Later that evening – sometime around 6 PM – I stood silently in the median strip of Route 70 at the Race Track Circle. Rescue crews were working feverishly but futilely to revive a Mount Ephraim fireman who had suffered a heart attack.
I said a silent prayer from that fireman, as well as for the hundreds of those in the grandstand I feared might not have escaped the inferno. Amazingly but sadly, only two deaths were blamed on the fire, which investigators said was caused by an electrical malfunction.
Eugene Mori, Sr., a Vineland car dealer, dairy farmer and banker, built the historic landmark in the early 1940s. Mori sold stock in the race track development to his friends and neighbors who believed in his dream and trusted his integrity. His $1.5 million investment became the foundation of a multi-million dollar corporation that helped what was then Delaware Township grow from rural farmland into a suburban jewel called Cherry Hill.
Financier Robert Brennan raised $178-million to build a new grandstand of glass and steel. The new Garden State Park re-opened in April 1985.

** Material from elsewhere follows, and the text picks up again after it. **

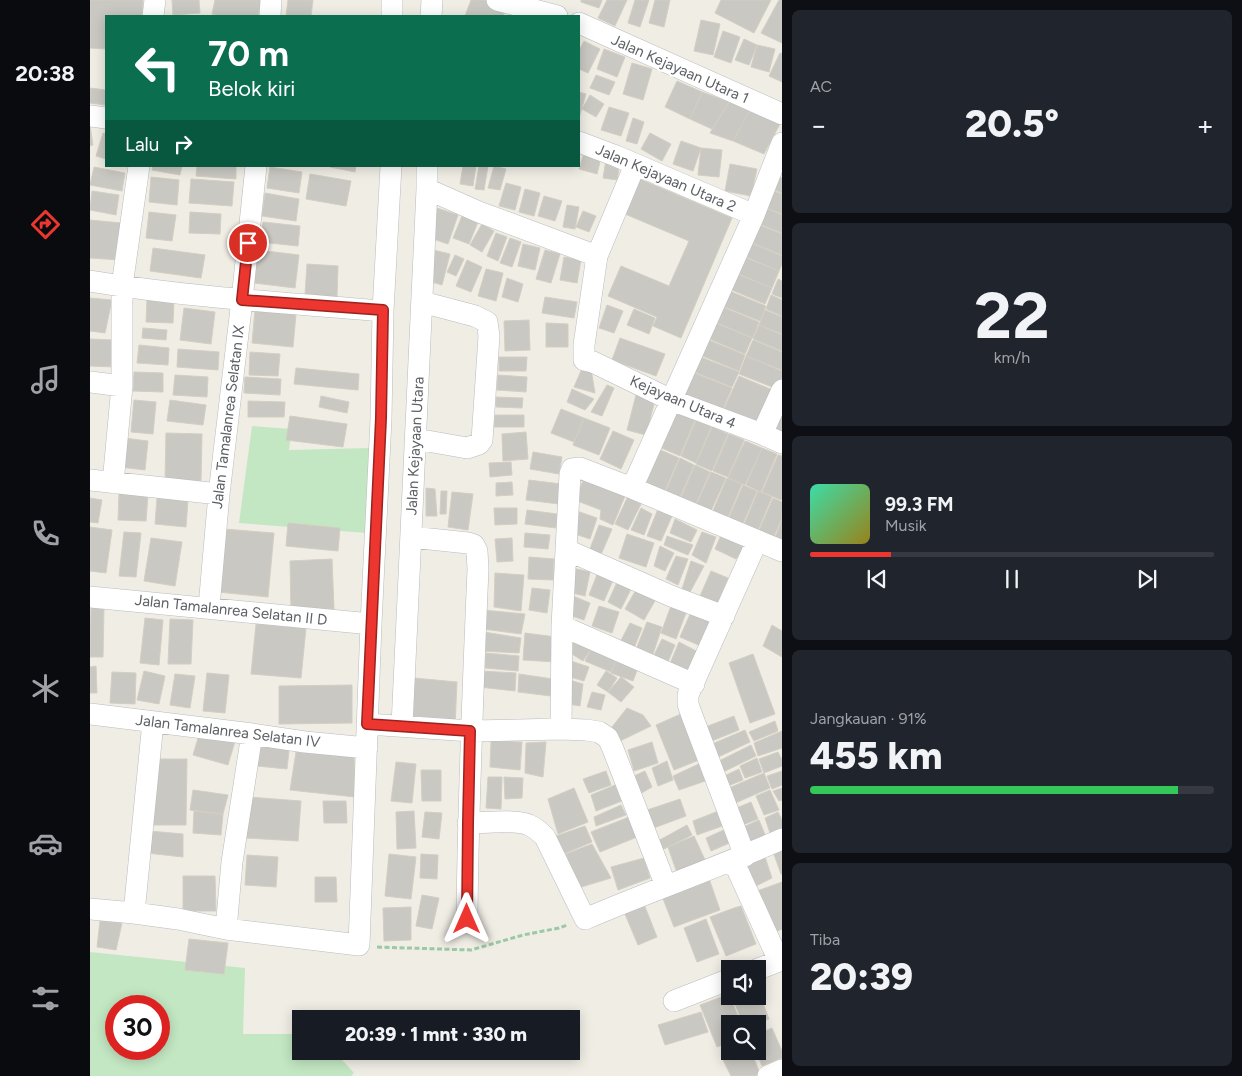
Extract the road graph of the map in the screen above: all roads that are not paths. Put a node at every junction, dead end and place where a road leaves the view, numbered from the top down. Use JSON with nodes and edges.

On the day of the big fire, all of the track patrons I interviewed vowed that they'd return to The Garden when it rose from the ashes. But they never came back. Garden State Park never regained its past glamour and glory. The re-built track held its final race on May 1, 2001. Only a thousand or so people were in the stands.
Today, the 600 acres of land at Haddonfield Road and Route 70 is home to two shopping centers, apartments, townhouses, condominiums and several restaurants.
If only those first few puffs of smoke on that April afternoon in 1977 could have given a signal of what the future would hold.